A recent survey of over 2,000 women newly diagnosed with breast cancer found that half of those who undergo bilateral mastectomy after genetic testing don't actually have mutations known to confer increased risk of additional cancers, according to a study by researchers at the Stanford University School of Medicine and four other U.S. medical centers.

Instead the women had what are known as variants of uncertain significance, or VUS, that are often eventually found to be harmless. A bilateral mastectomy is a surgical procedure in which both of a woman's breasts are removed after a diagnosis of cancer in one breast.

The finding highlights the need for genetic counselors to help both patients and physicians better understand the results of genetic testing intended to determine a woman's risk for cancer recurrence or for developing a separate cancer in her ovaries or unaffected breast.
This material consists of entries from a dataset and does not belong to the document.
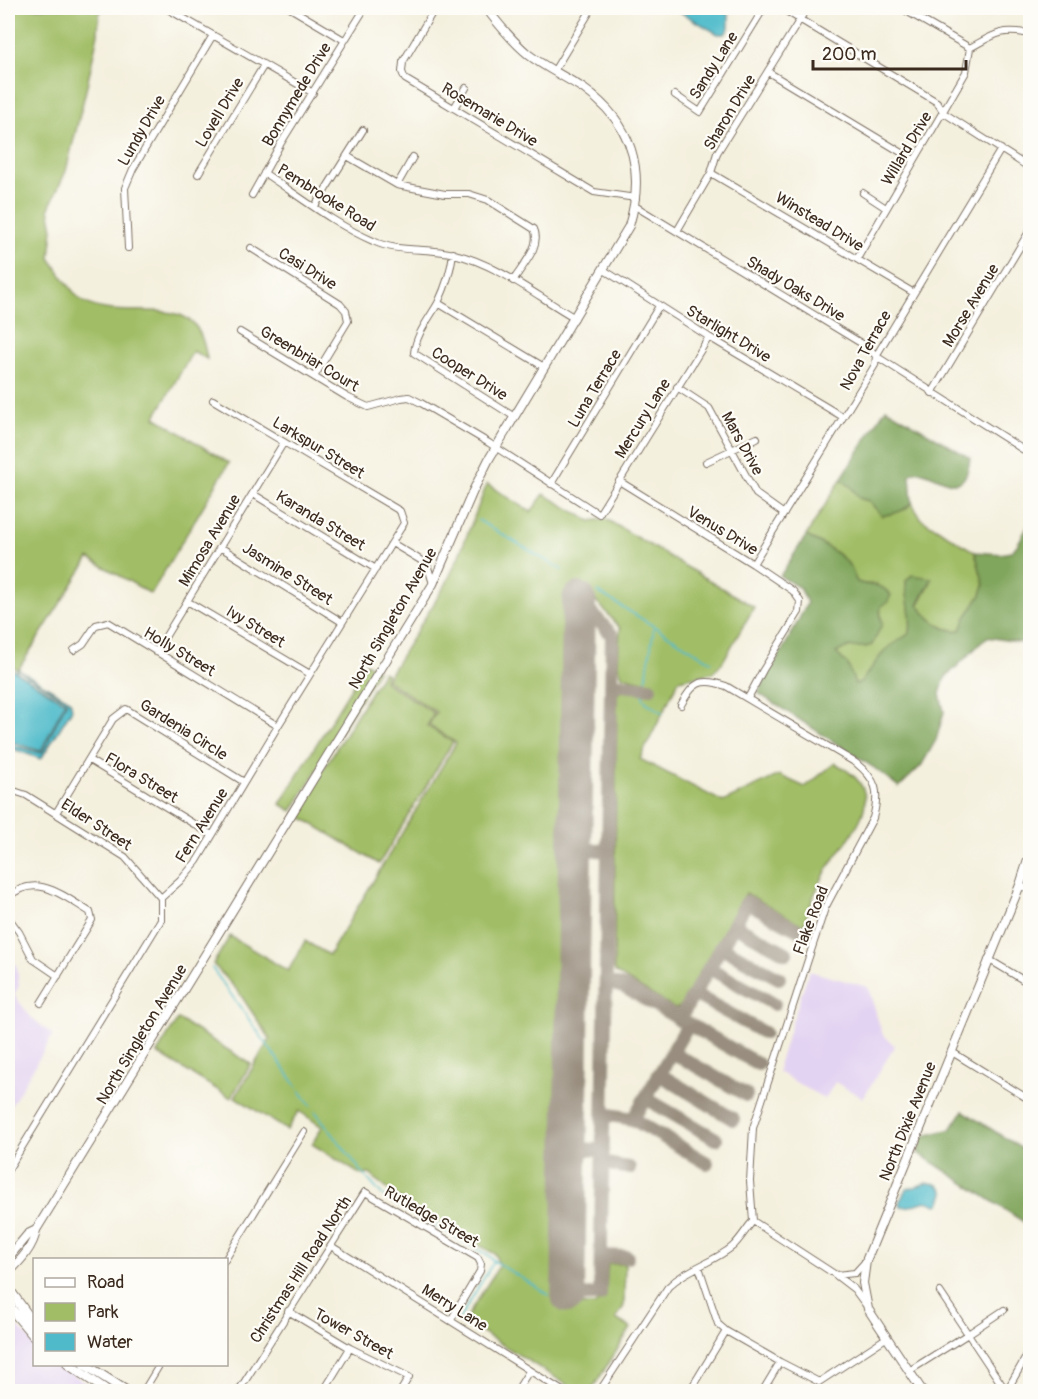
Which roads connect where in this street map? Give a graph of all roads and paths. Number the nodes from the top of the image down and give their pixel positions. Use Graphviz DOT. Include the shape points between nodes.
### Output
graph roads {
  1 [pos="166,8"];
  2 [pos="290,8"];
  3 [pos="365,8"];
  4 [pos="435,8"];
  5 [pos="486,8"];
  6 [pos="592,8"];
  7 [pos="764,8"];
  8 [pos="781,8"];
  9 [pos="807,8"];
  10 [pos="901,8"];
  11 [pos="799,20"];
  12 [pos="1030,34"];
  13 [pos="213,35"];
  14 [pos="344,40"];
  15 [pos="970,48"];
  16 [pos="264,65"];
  17 [pos="554,71"];
  18 [pos="768,72"];
  19 [pos="466,88"];
  20 [pos="313,93"];
  21 [pos="675,95"];
  22 [pos="454,108"];
  23 [pos="944,113"];
  24 [pos="363,130"];
  25 [pos="1001,150"];
  26 [pos="347,156"];
  27 [pos="413,157"];
  28 [pos="914,160"];
  29 [pos="1030,168"];
  30 [pos="264,173"];
  31 [pos="711,173"];
  32 [pos="198,174"];
  33 [pos="398,185"];
  34 [pos="863,193"];
  35 [pos="252,195"];
  36 [pos="635,202"];
  37 [pos="315,207"];
  38 [pos="886,208"];
  39 [pos="1030,230"];
  40 [pos="677,231"];
  41 [pos="1022,243"];
  42 [pos="128,248"];
  43 [pos="251,248"];
  44 [pos="1030,249"];
  45 [pos="453,254"];
  46 [pos="857,259"];
  47 [pos="604,270"];
  48 [pos="513,281"];
  49 [pos="914,293"];
  50 [pos="438,303"];
  51 [pos="659,306"];
  52 [pos="574,318"];
  53 [pos="240,332"];
  54 [pos="709,337"];
  55 [pos="876,356"];
  56 [pos="544,367"];
  57 [pos="314,377"];
  58 [pos="677,387"];
  59 [pos="932,393"];
  60 [pos="213,400"];
  61 [pos="513,416"];
  62 [pos="843,417"];
  63 [pos="757,438"];
  64 [pos="284,442"];
  65 [pos="495,448"];
  66 [pos="731,450"];
  67 [pos="1030,454"];
  68 [pos="706,462"];
  69 [pos="619,481"];
  70 [pos="551,484"];
  71 [pos="252,494"];
  72 [pos="599,514"];
  73 [pos="784,514"];
  74 [pos="404,523"];
  75 [pos="392,543"];
  76 [pos="220,547"];
  77 [pos="445,560"];
  78 [pos="427,564"];
  79 [pos="753,564"];
  80 [pos="376,569"];
  81 [pos="433,584"];
  82 [pos="187,601"];
  83 [pos="342,622"];
  84 [pos="74,650"];
  85 [pos="156,652"];
  86 [pos="310,674"];
  87 [pos="748,698"];
  88 [pos="681,705"];
  89 [pos="278,726"];
  90 [pos="89,760"];
  91 [pos="244,782"];
  92 [pos="8,789"];
  93 [pos="56,813"];
  94 [pos="212,835"];
  95 [pos="1030,854"];
  96 [pos="1020,885"];
  97 [pos="1030,891"];
  98 [pos="8,897"];
  99 [pos="160,898"];
  100 [pos="8,917"];
  101 [pos="988,959"];
  102 [pos="58,976"];
  103 [pos="1030,984"];
  104 [pos="41,1003"];
  105 [pos="952,1052"];
  106 [pos="1030,1100"];
  107 [pos="304,1132"];
  108 [pos="8,1170"];
  109 [pos="365,1192"];
  110 [pos="753,1221"];
  111 [pos="36,1230"];
  112 [pos="331,1246"];
  113 [pos="8,1258"];
  114 [pos="226,1258"];
  115 [pos="866,1261"];
  116 [pos="699,1267"];
  117 [pos="8,1273"];
  118 [pos="836,1275"];
  119 [pos="8,1288"];
  120 [pos="940,1292"];
  121 [pos="8,1305"];
  122 [pos="868,1309"];
  123 [pos="1004,1310"];
  124 [pos="288,1311"];
  125 [pos="451,1320"];
  126 [pos="33,1323"];
  127 [pos="726,1331"];
  128 [pos="33,1335"];
  129 [pos="968,1335"];
  130 [pos="886,1338"];
  131 [pos="350,1348"];
  132 [pos="1030,1350"];
  133 [pos="780,1362"];
  134 [pos="70,1366"];
  135 [pos="86,1366"];
  136 [pos="159,1366"];
  137 [pos="529,1371"];
  138 [pos="909,1371"];
  139 [pos="1006,1391"];
  140 [pos="109,1392"];
  141 [pos="128,1392"];
  142 [pos="143,1392"];
  143 [pos="238,1392"];
  144 [pos="323,1392"];
  145 [pos="400,1392"];
  146 [pos="516,1392"];
  147 [pos="564,1392"];
  148 [pos="599,1392"];
  149 [pos="689,1392"];
  150 [pos="762,1392"];
  151 [pos="923,1392"];
  1 -- 13 [label="street"];
  2 -- 14 [label="street"];
  3 -- 14 [label="street, Bonnymede Drive"];
  4 -- 22 [label="street, Rosemarie Drive" via="403,62 402,72 405,79"];
  5 -- 17 [label="street, North Singleton Avenue" via="515,43"];
  6 -- 17 [label="street"];
  7 -- 21 [label="street, Sandy Lane" via="700,112"];
  8 -- 11 [label="street"];
  9 -- 11 [label="street, Sharon Drive"];
  10 -- 15 [label="street"];
  11 -- 18 [label="street, Sharon Drive"];
  11 -- 23 [label="street" via="937,102"];
  12 -- 15 [label="street" via="1012,30 998,33"];
  13 -- 16 [label="street"];
  13 -- 42 [label="street, Lundy Drive" via="132,169 125,188"];
  14 -- 20 [label="street, Bonnymede Drive"];
  15 -- 23 [label="street, Willard Drive" via="966,72"];
  16 -- 20 [label="street"];
  16 -- 32 [label="street, Lovell Drive"];
  17 -- 36 [label="street, North Singleton Avenue" via="607,108 623,131 635,159"];
  18 -- 28 [label="street"];
  18 -- 31 [label="street, Sharon Drive" via="717,153"];
  19 -- 22 [label="street"];
  20 -- 30 [label="street, Bonnymede Drive"];
  22 -- 36 [label="street, Rosemarie Drive" via="594,192"];
  23 -- 25 [label="street"];
  23 -- 28 [label="street, Willard Drive"];
  24 -- 26 [label="street"];
  25 -- 29 [label="street"];
  25 -- 49 [label="street, Nova Terrace"];
  26 -- 33 [label="street"];
  26 -- 37 [label="street"];
  27 -- 33 [label="street"];
  28 -- 38 [label="street, Willard Drive"];
  30 -- 35 [label="street, Bonnymede Drive"];
  30 -- 37 [label="street, Pembrooke Road"];
  31 -- 40 [label="street, Sharon Drive"];
  31 -- 46 [label="street, Winstead Drive"];
  33 -- 48 [label="street" via="488,200 534,229 535,245"];
  34 -- 38 [label="street"];
  36 -- 40 [label="street, Shady Oaks Drive"];
  36 -- 47 [label="street, North Singleton Avenue" via="629,226"];
  37 -- 45 [label="street, Pembrooke Road" via="375,242 394,248"];
  38 -- 46 [label="street, Willard Drive"];
  39 -- 41 [label="street, Morse Avenue"];
  40 -- 55 [label="street, Shady Oaks Drive" via="869,348"];
  41 -- 44 [label="street"];
  41 -- 59 [label="street, Morse Avenue"];
  43 -- 57 [label="street, Casi Drive" via="346,311 348,321"];
  45 -- 48 [label="street, Pembrooke Road" via="476,261"];
  45 -- 50 [label="street, Cooper Drive" via="450,275"];
  46 -- 49 [label="street, Winstead Drive"];
  47 -- 51 [label="street, Starlight Drive"];
  47 -- 52 [label="street, North Singleton Avenue"];
  48 -- 52 [label="street, Pembrooke Road"];
  49 -- 55 [label="street, Nova Terrace"];
  50 -- 56 [label="street"];
  50 -- 61 [label="street, Cooper Drive" via="415,342 414,353"];
  51 -- 54 [label="street, Starlight Drive"];
  51 -- 70 [label="street, Luna Terrace"];
  52 -- 56 [label="street, North Singleton Avenue"];
  53 -- 57 [label="street, Greenbriar Court"];
  54 -- 58 [label="street, Mercury Lane"];
  54 -- 62 [label="street, Starlight Drive"];
  55 -- 59 [label="street, Shady Oaks Drive"];
  55 -- 62 [label="street, Nova Terrace"];
  56 -- 61 [label="street, North Singleton Avenue"];
  57 -- 65 [label="street, Greenbriar Court" via="368,407 409,398 421,402"];
  58 -- 66 [label="street, Mars Drive" via="709,408"];
  58 -- 69 [label="street, Mercury Lane"];
  59 -- 67 [label="street, Shady Oaks Drive"];
  60 -- 64 [label="street, Larkspur Street"];
  61 -- 65 [label="street, North Singleton Avenue"];
  62 -- 73 [label="street, Nova Terrace"];
  63 -- 66 [label="street"];
  64 -- 71 [label="street, Mimosa Avenue"];
  64 -- 74 [label="street, Larkspur Street" via="400,511"];
  65 -- 70 [label="street, Greenbriar Court"];
  65 -- 77 [label="street, North Singleton Avenue"];
  66 -- 68 [label="street"];
  66 -- 73 [label="street, Mars Drive" via="756,494"];
  69 -- 72 [label="street, Mercury Lane"];
  69 -- 79 [label="street, Venus Drive"];
  70 -- 72 [label="street, Greenbriar Court"];
  71 -- 76 [label="street, Mimosa Avenue"];
  71 -- 80 [label="street, Karanda Street"];
  73 -- 79 [label="street, Nova Terrace"];
  74 -- 75 [label="street, Fern Avenue"];
  75 -- 78 [label="street"];
  75 -- 80 [label="street, Fern Avenue"];
  76 -- 82 [label="street, Mimosa Avenue"];
  76 -- 83 [label="street, Jasmine Street"];
  77 -- 78 [label="street"];
  77 -- 81 [label="street, North Singleton Avenue"];
  78 -- 81 [label="street"];
  79 -- 87 [label="street, Venus Drive" via="793,591 800,601 799,612"];
  80 -- 83 [label="street, Fern Avenue"];
  81 -- 111 [label="street, North Singleton Avenue"];
  82 -- 85 [label="street, Mimosa Avenue"];
  82 -- 86 [label="street, Ivy Street"];
  83 -- 86 [label="street, Fern Avenue"];
  84 -- 85 [label="street, Holly Street" via="96,625 108,622"];
  85 -- 89 [label="street, Holly Street"];
  86 -- 89 [label="street, Fern Avenue"];
  87 -- 88 [label="street, Flake Road" via="710,680 694,685"];
  87 -- 110 [label="street, Flake Road" via="855,763 870,774 877,789 873,818 825,908 753,1128"];
  89 -- 91 [label="street, Fern Avenue"];
  90 -- 91 [label="street, Gardenia Circle" via="113,719 126,709"];
  90 -- 93 [label="street, Gardenia Circle"];
  90 -- 94 [label="street, Flora Street"];
  91 -- 94 [label="street, Fern Avenue"];
  92 -- 93 [label="street, Elder Street" via="27,795"];
  93 -- 99 [label="street, Elder Street" via="125,857"];
  94 -- 99 [label="street, Fern Avenue" via="197,861"];
  95 -- 96 [label="street, North Dixie Avenue"];
  96 -- 97 [label="street"];
  96 -- 101 [label="street, North Dixie Avenue"];
  98 -- 102 [label="street" via="17,889 40,886 90,912 92,920"];
  99 -- 108 [label="street" via="161,920"];
  100 -- 102 [label="street" via="33,959"];
  101 -- 103 [label="street"];
  101 -- 105 [label="street, North Dixie Avenue"];
  102 -- 104 [label="street"];
  105 -- 106 [label="street"];
  105 -- 115 [label="street, North Dixie Avenue"];
  107 -- 114 [label="street"];
  109 -- 112 [label="street, Christmas Hill Road North"];
  109 -- 125 [label="street, Rutledge Street" via="478,1258 482,1264 480,1271"];
  110 -- 116 [label="street" via="732,1247"];
  110 -- 118 [label="street"];
  111 -- 113 [label="street, North Singleton Avenue"];
  111 -- 117 [label="street, North Singleton Avenue" via="35,1238"];
  112 -- 124 [label="street, Christmas Hill Road North"];
  112 -- 125 [label="street, Merry Lane"];
  115 -- 118 [label="street" via="855,1273"];
  115 -- 122 [label="street, North Dixie Avenue" via="863,1283"];
  116 -- 127 [label="street" via="718,1324"];
  116 -- 148 [label="street" via="679,1276 668,1287"];
  118 -- 122 [label="street" via="855,1289"];
  119 -- 126 [label="main road"];
  120 -- 129 [label="street"];
  121 -- 128 [label="main road"];
  122 -- 130 [label="street, North Dixie Avenue"];
  123 -- 129 [label="street"];
  124 -- 131 [label="street, Tower Street"];
  124 -- 143 [label="street, Christmas Hill Road North"];
  125 -- 137 [label="street, Merry Lane"];
  127 -- 133 [label="street"];
  127 -- 149 [label="street"];
  129 -- 138 [label="street"];
  129 -- 139 [label="street"];
  130 -- 133 [label="street" via="819,1382"];
  130 -- 138 [label="street, North Dixie Avenue"];
  131 -- 144 [label="street"];
  131 -- 145 [label="street, Tower Street" via="409,1377"];
  132 -- 139 [label="street"];
  133 -- 150 [label="street"];
  134 -- 140 [label="main road"];
  135 -- 141 [label="main road"];
  136 -- 142 [label="street"];
  137 -- 146 [label="street"];
  137 -- 147 [label="street, Merry Lane"];
  138 -- 151 [label="street, North Dixie Avenue"];
}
"Our findings suggest a limited understanding among physicians and patients of the meaning of genetic testing results," said Allison Kurian, MD, associate professor of medicine and of health research and policy at Stanford. "Clinical practice guidelines state that variants of uncertain significance should not be considered to confer high cancer risk, and that patients with these variants should be counseled similarly to a patient whose genetic test is normal. However, many of the physicians surveyed in our study stated that they manage these patients in the same way as they do patients with mutations known to increase a woman's risk."